Fatır-ı Hakîm ve âlemlerin Rabbi olan Allah, atomaltı yüzlerce parçalardan, atomlardan, dün- ya ve içindeki herbir varlıklığı, güneş sistemini, katrilyonlarca yıldızı barındıran milyarlarca samanyolunu ve kâinatı her an terbiye ediyor, idare ediyor, ama her an… Yoksa, deistlerin batıl iddiaları gibi, kâinatı bir makine gibi kurup, bırakmış değil.
- “Rab” (terbiye eden, besleyen, yaratan) isminin, atomdaki tecellisi, elektron, nötron ve sair unsurların yörüngelerini işlerini şaşırmadan, aynen devam etmeleridir. Hücre yüklendiği fosfor, kalsiyum gibi zıt gıdaları ve üzerine aldığı değişik vazifeleri karıştırmadan bedenimizin en ücrâ köşelerine kadar taşıması, beden uzuvlarımızın aynı gıda ile beslendikleri halde ölçü ve sınırını aşmamaları şeklinde yansır.
Yağmur, rüzgâr, bulut, toprak ve sair coğrafi hâdiselerinin hadlerini aşmamaları şeklinde tecelli eder.
Hayvanların vazifelerini yapması; ekolojik dengeyi bozmaması, yıldızların ve galaksilerin hareketleri ve yörüngelerinden çıkmamaları hep “Rab” isminin tecellisiyledir.
Ve keza, her an diğer Esması da her varlıkta tecelli eder.
- Cemil ismi, çiçeklerde renk, renk, kelebeklerde desen desen, kuşlarda başka başka şekillerde tecelli eder. İnsan ise, bütün güzelliklerden süzülerek “ahsen-i takvîm” sûretinde yaratılmıştır.
Hakîm: Hikmet, bütün yaratılanların en uygun, en güzel, en iktisatlı, en rantabl, en optimal bir şekilde, nakış nakış yaratılmadır. Keza atomaltı parçalardan hücre ve nebulalara ve kâinatın bütün cephelerinde Hakim ismi okunur.
Adil: Adâlet, her şeyin yerli yerine konması şeklinde tanımlanır. Bunun yanında, herkese münâsip bir ölçü ile vücûd, şekil, ruh vs. verilmesi de Adil isminin bir gereğidir. Aynı zamanda, atomdan galaksilere kadar muhteşem adalet tecellileri tezahür eder.

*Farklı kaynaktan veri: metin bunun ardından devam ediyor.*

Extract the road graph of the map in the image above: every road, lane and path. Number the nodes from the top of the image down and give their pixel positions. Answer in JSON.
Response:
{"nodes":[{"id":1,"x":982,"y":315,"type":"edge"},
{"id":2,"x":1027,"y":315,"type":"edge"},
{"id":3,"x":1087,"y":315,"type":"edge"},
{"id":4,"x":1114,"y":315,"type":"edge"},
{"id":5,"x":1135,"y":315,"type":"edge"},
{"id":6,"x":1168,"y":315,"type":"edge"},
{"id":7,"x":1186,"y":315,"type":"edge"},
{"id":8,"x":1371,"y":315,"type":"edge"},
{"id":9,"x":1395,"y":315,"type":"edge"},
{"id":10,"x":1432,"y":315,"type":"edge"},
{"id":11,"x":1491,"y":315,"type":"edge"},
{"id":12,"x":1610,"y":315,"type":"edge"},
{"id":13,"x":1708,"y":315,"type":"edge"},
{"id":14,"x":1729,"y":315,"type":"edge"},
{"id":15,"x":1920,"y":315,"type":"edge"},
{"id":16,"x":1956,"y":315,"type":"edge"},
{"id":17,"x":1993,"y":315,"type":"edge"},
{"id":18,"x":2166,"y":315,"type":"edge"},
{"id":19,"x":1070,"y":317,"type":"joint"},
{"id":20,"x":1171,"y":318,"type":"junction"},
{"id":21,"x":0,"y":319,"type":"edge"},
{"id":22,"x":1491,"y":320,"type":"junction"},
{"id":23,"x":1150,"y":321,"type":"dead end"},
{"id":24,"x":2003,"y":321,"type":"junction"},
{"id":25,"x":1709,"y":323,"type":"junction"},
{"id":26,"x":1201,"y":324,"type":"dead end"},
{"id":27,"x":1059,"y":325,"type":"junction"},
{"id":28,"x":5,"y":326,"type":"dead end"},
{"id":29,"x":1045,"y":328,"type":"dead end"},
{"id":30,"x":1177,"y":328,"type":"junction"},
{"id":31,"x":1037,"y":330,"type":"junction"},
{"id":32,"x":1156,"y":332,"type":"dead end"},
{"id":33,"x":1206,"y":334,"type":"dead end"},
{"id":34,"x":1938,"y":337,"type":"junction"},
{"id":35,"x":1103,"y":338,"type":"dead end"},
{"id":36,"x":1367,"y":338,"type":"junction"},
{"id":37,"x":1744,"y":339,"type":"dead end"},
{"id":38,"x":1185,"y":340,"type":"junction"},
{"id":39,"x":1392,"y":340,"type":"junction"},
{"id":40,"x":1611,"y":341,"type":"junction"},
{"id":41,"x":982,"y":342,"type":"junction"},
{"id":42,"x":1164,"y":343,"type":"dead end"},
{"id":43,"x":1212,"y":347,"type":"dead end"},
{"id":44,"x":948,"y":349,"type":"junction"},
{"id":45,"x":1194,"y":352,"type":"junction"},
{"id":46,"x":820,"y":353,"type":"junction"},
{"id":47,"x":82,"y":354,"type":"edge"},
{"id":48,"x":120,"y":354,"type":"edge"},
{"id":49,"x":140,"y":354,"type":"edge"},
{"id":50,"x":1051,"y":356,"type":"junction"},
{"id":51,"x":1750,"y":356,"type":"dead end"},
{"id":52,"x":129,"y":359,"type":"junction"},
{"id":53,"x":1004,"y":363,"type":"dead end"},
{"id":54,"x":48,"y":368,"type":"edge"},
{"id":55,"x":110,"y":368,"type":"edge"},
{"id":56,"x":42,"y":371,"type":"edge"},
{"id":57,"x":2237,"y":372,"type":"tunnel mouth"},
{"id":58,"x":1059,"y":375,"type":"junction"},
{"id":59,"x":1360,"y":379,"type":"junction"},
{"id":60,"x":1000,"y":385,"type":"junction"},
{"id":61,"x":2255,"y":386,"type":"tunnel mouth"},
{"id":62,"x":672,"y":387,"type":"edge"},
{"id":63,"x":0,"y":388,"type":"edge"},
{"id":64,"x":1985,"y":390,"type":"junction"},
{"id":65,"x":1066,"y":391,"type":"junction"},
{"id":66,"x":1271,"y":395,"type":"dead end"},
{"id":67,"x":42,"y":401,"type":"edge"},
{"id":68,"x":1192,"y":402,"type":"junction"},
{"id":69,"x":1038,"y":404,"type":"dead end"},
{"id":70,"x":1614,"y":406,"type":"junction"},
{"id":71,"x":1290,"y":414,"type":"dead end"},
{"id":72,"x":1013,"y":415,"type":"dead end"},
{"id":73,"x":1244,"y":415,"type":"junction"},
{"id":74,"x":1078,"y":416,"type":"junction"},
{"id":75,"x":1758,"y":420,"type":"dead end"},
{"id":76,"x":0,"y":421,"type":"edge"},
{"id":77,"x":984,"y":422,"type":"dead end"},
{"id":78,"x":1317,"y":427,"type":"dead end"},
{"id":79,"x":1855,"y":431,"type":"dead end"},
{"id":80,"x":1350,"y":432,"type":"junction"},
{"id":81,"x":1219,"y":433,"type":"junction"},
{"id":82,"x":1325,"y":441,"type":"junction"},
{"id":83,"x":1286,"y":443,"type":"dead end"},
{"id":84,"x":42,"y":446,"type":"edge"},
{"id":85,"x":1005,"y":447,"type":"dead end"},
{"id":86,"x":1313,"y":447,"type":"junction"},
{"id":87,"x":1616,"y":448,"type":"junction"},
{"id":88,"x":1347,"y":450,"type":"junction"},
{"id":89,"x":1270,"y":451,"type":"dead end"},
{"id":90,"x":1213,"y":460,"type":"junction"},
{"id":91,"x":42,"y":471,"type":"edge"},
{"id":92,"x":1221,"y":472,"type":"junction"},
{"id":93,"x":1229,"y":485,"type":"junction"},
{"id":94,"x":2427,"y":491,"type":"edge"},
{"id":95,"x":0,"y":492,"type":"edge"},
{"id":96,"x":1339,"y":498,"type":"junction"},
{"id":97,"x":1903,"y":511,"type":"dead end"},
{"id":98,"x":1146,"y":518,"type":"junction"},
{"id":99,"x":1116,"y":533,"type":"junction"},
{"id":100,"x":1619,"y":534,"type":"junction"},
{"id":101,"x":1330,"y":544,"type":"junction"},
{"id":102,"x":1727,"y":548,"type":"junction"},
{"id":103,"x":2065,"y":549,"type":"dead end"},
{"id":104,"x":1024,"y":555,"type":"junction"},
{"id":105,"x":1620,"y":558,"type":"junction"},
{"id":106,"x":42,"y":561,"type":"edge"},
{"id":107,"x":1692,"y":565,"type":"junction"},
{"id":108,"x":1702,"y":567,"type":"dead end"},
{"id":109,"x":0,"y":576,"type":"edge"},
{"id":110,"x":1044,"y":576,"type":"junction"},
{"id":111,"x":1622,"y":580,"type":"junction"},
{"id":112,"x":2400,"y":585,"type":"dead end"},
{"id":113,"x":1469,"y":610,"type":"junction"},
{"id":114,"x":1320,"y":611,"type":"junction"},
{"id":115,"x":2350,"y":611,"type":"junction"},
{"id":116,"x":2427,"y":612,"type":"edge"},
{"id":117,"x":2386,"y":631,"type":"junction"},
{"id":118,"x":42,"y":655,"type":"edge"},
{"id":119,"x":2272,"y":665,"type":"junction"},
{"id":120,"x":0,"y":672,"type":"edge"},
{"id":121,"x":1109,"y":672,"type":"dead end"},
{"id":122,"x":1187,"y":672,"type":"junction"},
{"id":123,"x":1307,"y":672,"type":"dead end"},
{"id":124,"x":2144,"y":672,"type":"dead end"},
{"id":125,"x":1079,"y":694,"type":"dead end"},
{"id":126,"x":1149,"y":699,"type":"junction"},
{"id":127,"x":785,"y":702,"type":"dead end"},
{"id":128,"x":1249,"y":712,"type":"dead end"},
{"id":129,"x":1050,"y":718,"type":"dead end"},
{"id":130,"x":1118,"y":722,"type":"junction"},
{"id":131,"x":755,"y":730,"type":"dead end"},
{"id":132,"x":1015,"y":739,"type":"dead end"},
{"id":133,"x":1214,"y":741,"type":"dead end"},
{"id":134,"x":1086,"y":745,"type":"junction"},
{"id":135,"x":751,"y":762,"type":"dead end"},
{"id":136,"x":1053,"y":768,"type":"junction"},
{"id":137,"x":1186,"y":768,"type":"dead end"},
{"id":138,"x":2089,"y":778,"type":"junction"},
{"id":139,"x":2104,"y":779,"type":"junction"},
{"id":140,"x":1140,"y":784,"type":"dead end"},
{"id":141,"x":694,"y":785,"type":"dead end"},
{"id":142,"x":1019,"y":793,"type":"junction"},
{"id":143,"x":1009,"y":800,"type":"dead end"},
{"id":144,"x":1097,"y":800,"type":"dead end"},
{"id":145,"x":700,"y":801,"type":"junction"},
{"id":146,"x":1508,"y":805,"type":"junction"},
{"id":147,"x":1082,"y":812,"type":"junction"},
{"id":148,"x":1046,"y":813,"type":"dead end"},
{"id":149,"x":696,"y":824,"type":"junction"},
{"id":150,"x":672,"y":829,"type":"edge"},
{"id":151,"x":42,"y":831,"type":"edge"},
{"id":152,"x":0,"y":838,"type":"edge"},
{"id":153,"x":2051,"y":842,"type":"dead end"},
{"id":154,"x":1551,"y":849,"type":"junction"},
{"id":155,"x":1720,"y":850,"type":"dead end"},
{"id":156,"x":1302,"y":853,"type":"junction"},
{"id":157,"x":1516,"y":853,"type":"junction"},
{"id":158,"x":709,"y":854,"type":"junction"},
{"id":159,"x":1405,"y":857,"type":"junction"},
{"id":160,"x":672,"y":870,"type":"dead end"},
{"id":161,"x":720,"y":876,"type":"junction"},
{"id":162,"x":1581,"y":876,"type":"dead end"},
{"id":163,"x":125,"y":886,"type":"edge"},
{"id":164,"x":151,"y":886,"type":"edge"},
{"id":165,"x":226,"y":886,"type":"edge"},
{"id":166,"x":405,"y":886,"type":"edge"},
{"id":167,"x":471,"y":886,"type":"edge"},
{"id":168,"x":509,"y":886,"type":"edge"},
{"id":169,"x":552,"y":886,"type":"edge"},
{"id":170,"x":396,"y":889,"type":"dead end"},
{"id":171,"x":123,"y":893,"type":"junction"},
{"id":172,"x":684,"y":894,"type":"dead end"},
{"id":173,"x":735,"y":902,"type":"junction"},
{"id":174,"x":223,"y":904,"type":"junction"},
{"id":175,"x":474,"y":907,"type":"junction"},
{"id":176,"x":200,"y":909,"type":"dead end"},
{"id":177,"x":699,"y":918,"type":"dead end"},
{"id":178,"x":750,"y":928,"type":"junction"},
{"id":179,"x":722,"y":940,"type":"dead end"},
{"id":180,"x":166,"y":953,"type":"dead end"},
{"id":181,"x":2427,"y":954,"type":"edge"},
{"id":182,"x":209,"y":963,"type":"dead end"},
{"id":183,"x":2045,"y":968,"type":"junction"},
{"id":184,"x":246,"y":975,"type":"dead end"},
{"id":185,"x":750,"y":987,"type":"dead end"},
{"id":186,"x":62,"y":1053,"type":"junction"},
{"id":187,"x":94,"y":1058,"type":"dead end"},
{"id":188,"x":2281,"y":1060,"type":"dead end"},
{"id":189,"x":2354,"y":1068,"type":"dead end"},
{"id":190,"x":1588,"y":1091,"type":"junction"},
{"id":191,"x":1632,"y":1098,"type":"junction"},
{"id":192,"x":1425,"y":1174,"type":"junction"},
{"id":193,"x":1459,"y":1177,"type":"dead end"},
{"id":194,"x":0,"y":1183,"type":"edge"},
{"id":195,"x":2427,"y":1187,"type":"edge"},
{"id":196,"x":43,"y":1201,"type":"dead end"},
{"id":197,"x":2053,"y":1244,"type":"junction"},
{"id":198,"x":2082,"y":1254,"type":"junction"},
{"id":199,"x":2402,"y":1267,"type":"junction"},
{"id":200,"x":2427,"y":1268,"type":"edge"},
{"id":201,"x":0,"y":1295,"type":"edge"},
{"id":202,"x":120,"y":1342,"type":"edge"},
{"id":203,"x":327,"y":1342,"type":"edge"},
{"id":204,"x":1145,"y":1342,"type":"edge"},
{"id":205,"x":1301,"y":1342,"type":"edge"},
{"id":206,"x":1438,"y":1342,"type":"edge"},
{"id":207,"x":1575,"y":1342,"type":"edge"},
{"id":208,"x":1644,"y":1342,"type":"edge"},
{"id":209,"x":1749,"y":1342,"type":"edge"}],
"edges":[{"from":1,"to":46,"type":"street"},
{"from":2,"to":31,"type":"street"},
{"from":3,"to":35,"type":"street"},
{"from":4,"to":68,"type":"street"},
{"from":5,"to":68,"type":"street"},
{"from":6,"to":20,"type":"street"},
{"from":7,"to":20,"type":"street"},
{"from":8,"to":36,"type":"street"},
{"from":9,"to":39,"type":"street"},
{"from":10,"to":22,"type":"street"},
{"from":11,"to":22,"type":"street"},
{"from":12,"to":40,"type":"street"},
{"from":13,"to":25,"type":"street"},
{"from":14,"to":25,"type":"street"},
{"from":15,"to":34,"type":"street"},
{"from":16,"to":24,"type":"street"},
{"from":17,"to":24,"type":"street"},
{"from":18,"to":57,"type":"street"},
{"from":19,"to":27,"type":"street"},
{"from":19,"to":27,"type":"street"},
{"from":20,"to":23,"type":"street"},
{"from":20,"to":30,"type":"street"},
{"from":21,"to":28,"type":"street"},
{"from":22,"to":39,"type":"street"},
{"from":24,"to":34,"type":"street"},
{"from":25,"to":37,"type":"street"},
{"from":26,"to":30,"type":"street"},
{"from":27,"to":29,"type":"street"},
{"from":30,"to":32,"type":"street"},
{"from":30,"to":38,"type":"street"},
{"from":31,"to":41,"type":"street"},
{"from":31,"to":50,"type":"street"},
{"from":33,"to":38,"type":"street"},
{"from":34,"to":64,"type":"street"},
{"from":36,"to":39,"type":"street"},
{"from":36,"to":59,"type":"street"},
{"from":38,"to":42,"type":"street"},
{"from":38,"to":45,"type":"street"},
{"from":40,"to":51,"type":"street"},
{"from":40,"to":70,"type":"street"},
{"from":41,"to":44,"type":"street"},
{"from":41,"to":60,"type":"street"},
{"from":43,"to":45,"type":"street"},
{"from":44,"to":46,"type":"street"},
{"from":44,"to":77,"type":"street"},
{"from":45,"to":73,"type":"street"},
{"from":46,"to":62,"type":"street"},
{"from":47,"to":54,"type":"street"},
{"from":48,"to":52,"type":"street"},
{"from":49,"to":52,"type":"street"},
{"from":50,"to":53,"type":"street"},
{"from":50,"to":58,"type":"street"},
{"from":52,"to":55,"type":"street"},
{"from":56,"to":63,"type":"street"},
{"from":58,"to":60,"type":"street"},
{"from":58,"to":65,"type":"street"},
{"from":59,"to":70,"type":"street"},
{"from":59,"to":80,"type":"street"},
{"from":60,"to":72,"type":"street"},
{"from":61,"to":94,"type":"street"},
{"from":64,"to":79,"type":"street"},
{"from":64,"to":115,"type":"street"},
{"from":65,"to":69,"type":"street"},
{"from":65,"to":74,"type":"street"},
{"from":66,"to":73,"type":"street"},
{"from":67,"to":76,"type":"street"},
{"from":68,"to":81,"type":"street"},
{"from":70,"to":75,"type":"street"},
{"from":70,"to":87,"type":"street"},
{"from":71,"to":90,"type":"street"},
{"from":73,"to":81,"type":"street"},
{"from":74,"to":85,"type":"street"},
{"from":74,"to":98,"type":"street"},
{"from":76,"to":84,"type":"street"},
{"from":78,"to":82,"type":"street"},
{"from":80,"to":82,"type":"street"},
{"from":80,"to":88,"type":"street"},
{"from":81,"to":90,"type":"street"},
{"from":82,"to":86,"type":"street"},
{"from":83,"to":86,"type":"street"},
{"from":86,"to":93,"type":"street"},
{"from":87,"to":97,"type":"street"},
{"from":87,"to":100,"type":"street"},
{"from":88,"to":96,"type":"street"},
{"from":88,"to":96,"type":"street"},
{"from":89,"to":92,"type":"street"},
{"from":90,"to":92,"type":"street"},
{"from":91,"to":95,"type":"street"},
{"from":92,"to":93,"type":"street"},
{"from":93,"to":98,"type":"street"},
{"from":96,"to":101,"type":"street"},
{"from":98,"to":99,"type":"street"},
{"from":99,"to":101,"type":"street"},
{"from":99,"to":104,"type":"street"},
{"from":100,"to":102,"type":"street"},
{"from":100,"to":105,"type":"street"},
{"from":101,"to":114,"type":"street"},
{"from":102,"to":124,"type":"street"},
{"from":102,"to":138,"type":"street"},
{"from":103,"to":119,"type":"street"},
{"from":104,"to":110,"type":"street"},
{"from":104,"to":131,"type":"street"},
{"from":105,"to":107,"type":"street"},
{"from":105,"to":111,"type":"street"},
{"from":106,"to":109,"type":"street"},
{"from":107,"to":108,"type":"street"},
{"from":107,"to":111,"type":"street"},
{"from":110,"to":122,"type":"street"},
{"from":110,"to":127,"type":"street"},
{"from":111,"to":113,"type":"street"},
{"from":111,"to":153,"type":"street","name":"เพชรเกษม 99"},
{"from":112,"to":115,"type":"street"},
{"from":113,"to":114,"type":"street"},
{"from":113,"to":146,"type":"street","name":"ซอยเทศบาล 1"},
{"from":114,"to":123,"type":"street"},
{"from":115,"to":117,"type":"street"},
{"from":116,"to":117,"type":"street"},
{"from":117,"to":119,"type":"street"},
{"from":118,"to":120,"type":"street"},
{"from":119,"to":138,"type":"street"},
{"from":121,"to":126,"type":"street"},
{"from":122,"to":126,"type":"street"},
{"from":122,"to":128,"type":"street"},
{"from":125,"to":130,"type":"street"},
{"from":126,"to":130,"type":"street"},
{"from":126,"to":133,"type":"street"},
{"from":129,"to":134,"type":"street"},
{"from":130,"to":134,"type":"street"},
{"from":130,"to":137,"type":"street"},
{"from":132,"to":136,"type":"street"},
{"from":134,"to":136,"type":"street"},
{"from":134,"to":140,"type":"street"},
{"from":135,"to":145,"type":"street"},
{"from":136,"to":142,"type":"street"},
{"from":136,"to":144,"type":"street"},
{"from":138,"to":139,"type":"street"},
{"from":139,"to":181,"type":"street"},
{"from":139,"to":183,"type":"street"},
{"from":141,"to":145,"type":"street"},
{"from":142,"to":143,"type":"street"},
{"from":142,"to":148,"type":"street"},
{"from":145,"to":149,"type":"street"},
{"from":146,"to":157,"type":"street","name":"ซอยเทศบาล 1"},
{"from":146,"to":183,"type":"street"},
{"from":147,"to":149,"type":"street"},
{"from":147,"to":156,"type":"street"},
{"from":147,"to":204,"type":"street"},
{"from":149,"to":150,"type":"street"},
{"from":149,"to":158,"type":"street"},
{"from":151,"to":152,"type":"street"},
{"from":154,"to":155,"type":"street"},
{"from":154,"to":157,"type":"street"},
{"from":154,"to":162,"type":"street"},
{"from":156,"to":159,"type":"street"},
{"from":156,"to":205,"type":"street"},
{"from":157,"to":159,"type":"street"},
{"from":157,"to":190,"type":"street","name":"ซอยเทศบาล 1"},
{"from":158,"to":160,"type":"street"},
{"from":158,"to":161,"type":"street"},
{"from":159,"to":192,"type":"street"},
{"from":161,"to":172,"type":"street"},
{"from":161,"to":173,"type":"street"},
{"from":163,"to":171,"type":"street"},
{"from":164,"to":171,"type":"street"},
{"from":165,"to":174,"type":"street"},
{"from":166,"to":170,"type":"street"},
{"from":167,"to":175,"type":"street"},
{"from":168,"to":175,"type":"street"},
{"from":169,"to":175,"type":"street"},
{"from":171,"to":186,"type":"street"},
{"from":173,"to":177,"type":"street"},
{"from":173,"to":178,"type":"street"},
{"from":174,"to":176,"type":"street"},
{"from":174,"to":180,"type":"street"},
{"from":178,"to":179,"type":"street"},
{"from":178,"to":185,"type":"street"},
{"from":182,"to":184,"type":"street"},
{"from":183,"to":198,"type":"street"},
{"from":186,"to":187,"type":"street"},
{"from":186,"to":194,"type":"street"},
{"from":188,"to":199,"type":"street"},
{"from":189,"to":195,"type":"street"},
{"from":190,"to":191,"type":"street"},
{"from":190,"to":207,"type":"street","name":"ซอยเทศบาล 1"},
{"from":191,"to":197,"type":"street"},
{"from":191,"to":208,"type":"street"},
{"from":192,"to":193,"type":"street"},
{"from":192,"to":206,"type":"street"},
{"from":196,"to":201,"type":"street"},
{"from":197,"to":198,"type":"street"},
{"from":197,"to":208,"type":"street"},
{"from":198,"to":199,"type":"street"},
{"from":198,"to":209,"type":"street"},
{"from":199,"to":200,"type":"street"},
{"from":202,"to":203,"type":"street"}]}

Kur’ân-ı Kerîm’de, Yüce Allah’ın, mutlak adâlet sahibi olduğu haber verilmektedir:
“Şüphesiz ki Allah, zerre kadar olsun haksızlık etmez. Kör olanla göre; iman edenle güzel işler yapanla kötü işler yapan bir olmaz. Ne az düşünüyorsunuz.” (Mü’min, 58.)